Spring 2008
ENG 460: Feminist Literary Theories
116 Fell Hall / Wednesday evenings, 5:30-8:20pm
Dr. Nathalie op
de Beeck
17G Williams Hall
309.438.3297 /
dbop@ilstu.edu
Office hours: Monday and Wednesday, 11-noon
Feminist Literary Theories
investigates women’s studies and gender in literature, visual art,
and other media of the twentieth century to present. To provide an
understanding of “feminist literary theories” and what such theories
can and cannot accomplish politically and textually/artistically, we
will begin by examining definitions of gender, feminism, and related
categories in recent “keywords” volumes and literary critical
surveys.

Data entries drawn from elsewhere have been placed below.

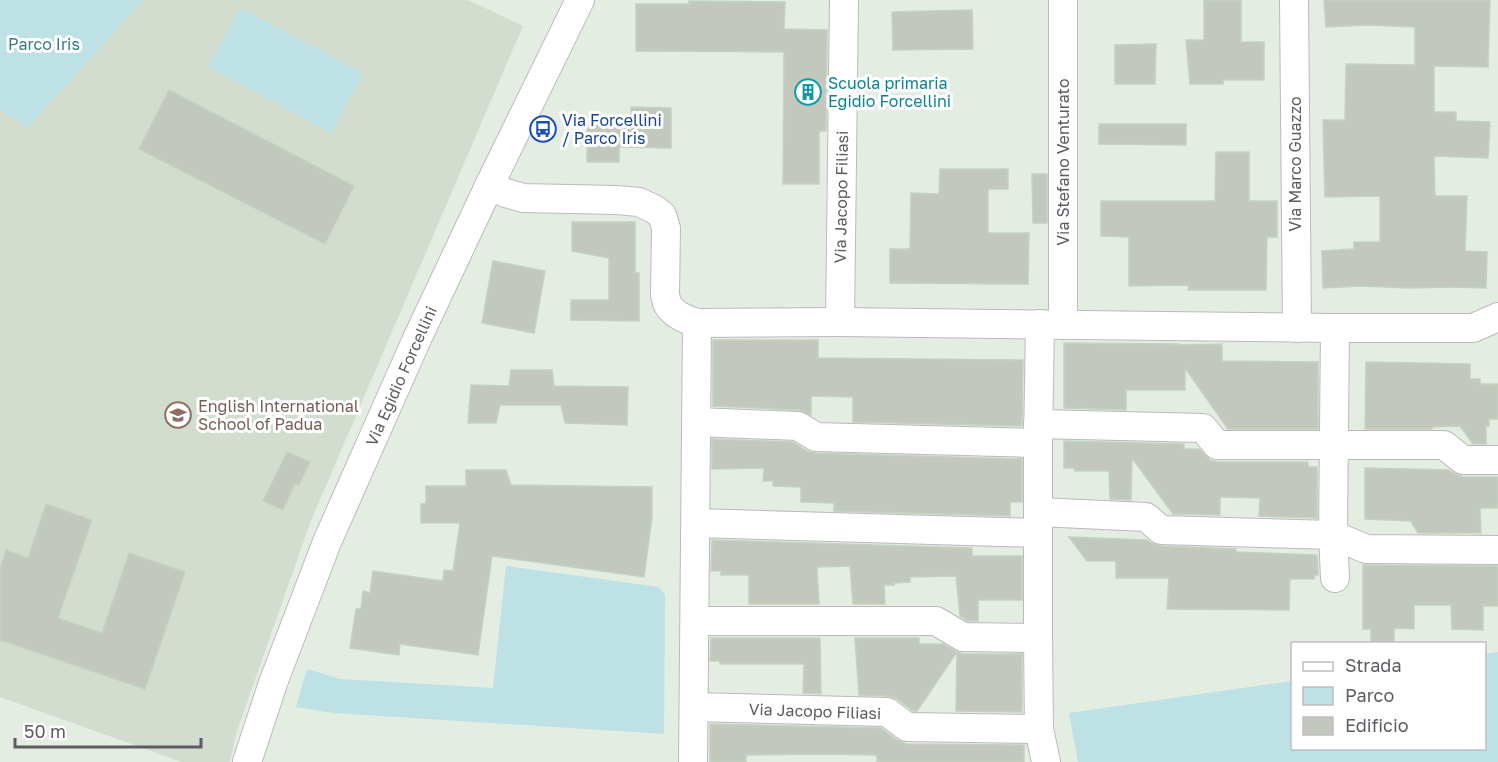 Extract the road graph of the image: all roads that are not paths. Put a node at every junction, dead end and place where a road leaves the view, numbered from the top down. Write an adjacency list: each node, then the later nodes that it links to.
1 (580, 0): 5 (street, Via Egidio Forcellini)
2 (844, 0): 7 (street, Via Jacopo Filiasi)
3 (1063, 0): 9 (street, Via Stefano Venturato)
4 (1294, 0): 10 (street, Via Marco Guazzo)
5 (489, 186): 8 (street); 25 (street, Via Egidio Forcellini)
6 (1498, 317): 11 (street)
7 (840, 322): 8 (street); 9 (street)
8 (697, 323): 12 (street)
9 (1052, 325): 10 (street); 13 (street)
10 (1296, 328): 11 (street)
11 (1335, 328): 14 (street)
12 (697, 422): 13 (street); 16 (street)
13 (1038, 433): 14 (street); 17 (street)
14 (1334, 446): 15 (street); 18 (street)
15 (1498, 460)
16 (696, 522): 17 (street); 21 (street)
17 (1039, 523): 18 (street); 22 (street)
18 (1334, 535): 19 (street); 20 (street)
19 (1498, 550)
20 (1335, 578)
21 (696, 621): 22 (street); 23 (street)
22 (1038, 638): 24 (street)
23 (694, 707): 24 (street, Via Jacopo Filiasi); 26 (street)
24 (1040, 729): 27 (street)
25 (247, 762)
26 (693, 762)
27 (1046, 762) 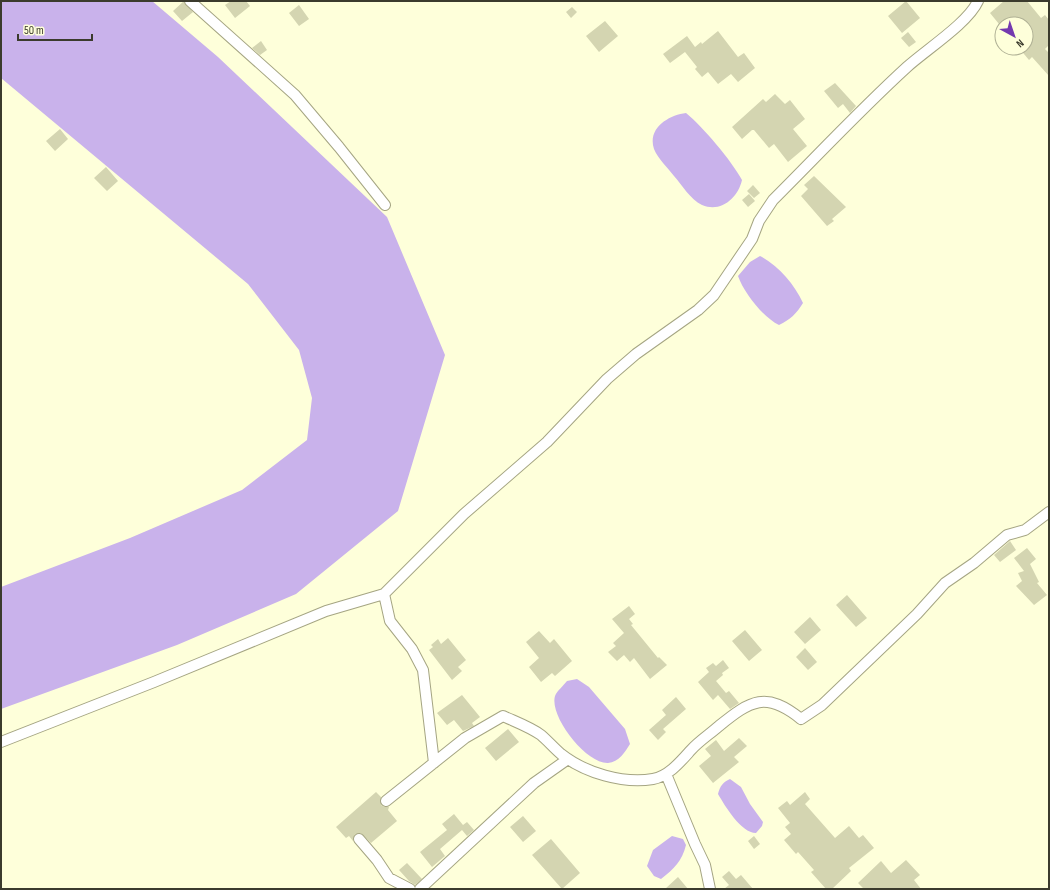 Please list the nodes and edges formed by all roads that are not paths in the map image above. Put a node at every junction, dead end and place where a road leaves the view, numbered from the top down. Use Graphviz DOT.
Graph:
graph roads {
  1 [pos="190,1"];
  2 [pos="978,1"];
  3 [pos="385,205"];
  4 [pos="1049,512"];
  5 [pos="384,594"];
  6 [pos="1,742"];
  7 [pos="568,759"];
  8 [pos="434,763"];
  9 [pos="666,774"];
  10 [pos="386,801"];
  11 [pos="359,840"];
  12 [pos="410,889"];
  13 [pos="420,889"];
  14 [pos="710,889"];
  1 -- 3 [label="street"];
  2 -- 5 [label="street"];
  4 -- 9 [label="street"];
  5 -- 6 [label="street"];
  5 -- 8 [label="street"];
  7 -- 8 [label="street"];
  7 -- 9 [label="street"];
  7 -- 13 [label="street"];
  8 -- 10 [label="street"];
  9 -- 14 [label="street"];
  11 -- 12 [label="street"];
} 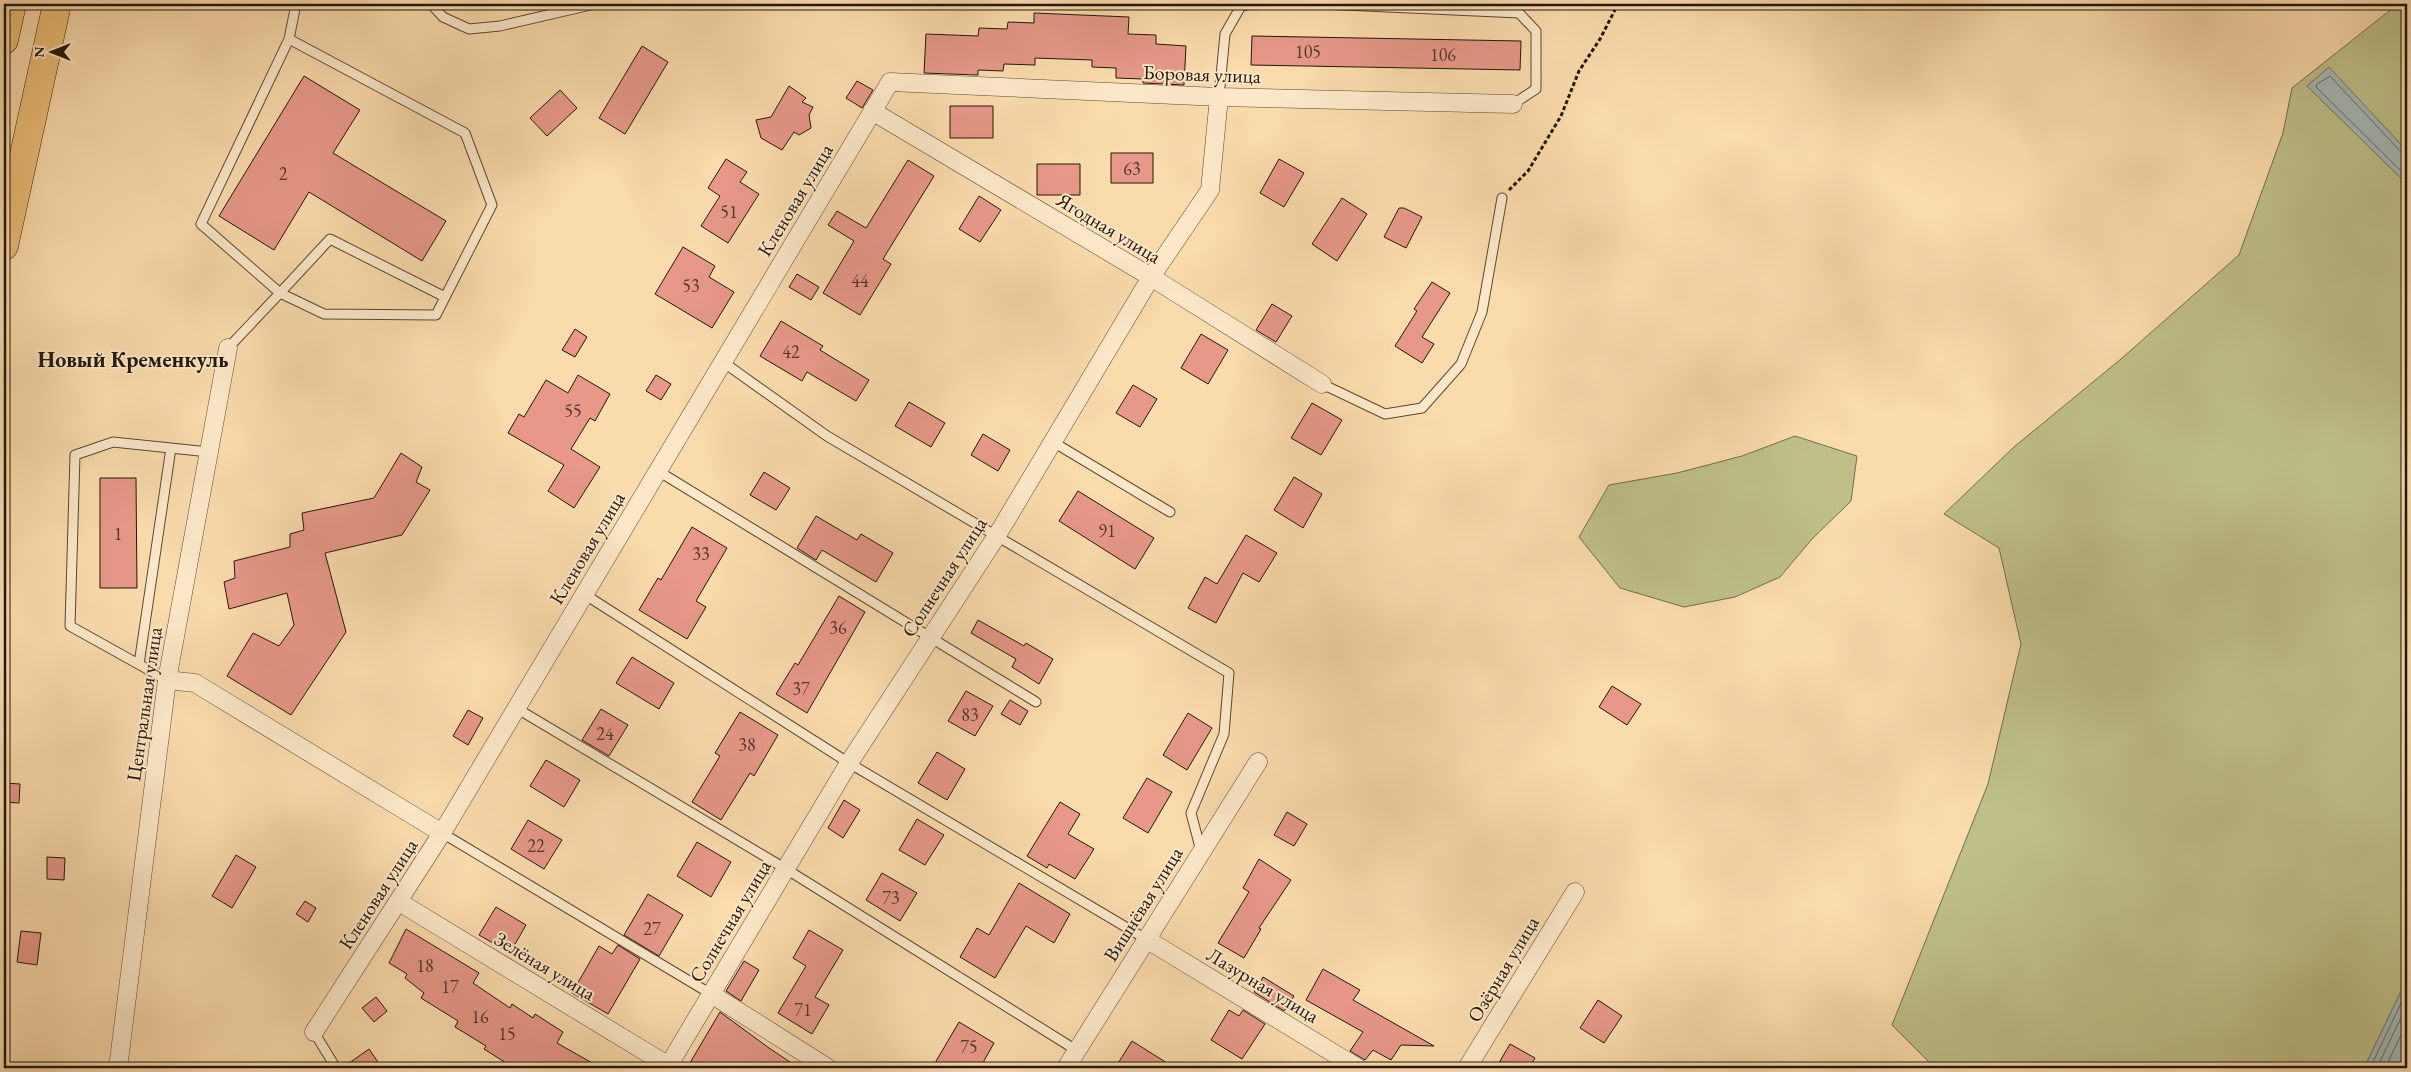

Throughout the term, we will explore problematic
expressions of love, desire, and gender (as theorized by Judith
Butler, Eve Kosofsky Sedgwick, Laura Kipnis, etc.); relationships
between gender, race, ethnicity, and socioeconomic class (as
detailed by Patricia Williams, Angela Y. Davis, Donna Haraway,
etc.); and the shifting national and transnational definitions of
feminism, feminist politics, feminist activism, and related methods
of critical inquiry and critical practice (as in the work of Cherrie
Moraga, Gloria Anzaldúa, Audre Lorde, Chela Sandoval, Wangari
Maathai, etc.).
Our foundational readings in women’s issues, gender issues, history,
literature, and multimedia include psychoanalytic case studies;
Foucault’s The History of Sexuality; well-known material on
feminist literary critique (e.g., Virginia Woolf, Hélène Cixous,
Luce Irigaray, and Toril Moi); and debates about sex, sexuality,
property, and liberty among scholars and artists including Gayle
Rubin, Catharine MacKinnon, Andrea Dworkin, Ann Ferguson, Karen
Finley, Susie Bright, and others. In February, our readings on
identity, gender, and performativity will coincide with a visit from
performance artist Holly Hughes.
Additional readings and film screenings during the semester will
address what Chela Sandoval has called “U.S. Third World Feminism”;
transnational activism with a feminist (or ecofeminist) stance, such
as Wangari Maathai’s Green Belt Movement and Arundhati Roy’s
activism on water rights; modern, postmodern, and contemporary art
and literature related to gender/race/class issues; accounts of
cinema, photography, and the gaze by feminist theorists; and fiction
including feminist utopias and speculative fiction (by, for
instance, Octavia Butler, Ursula Le Guin, and Samuel R.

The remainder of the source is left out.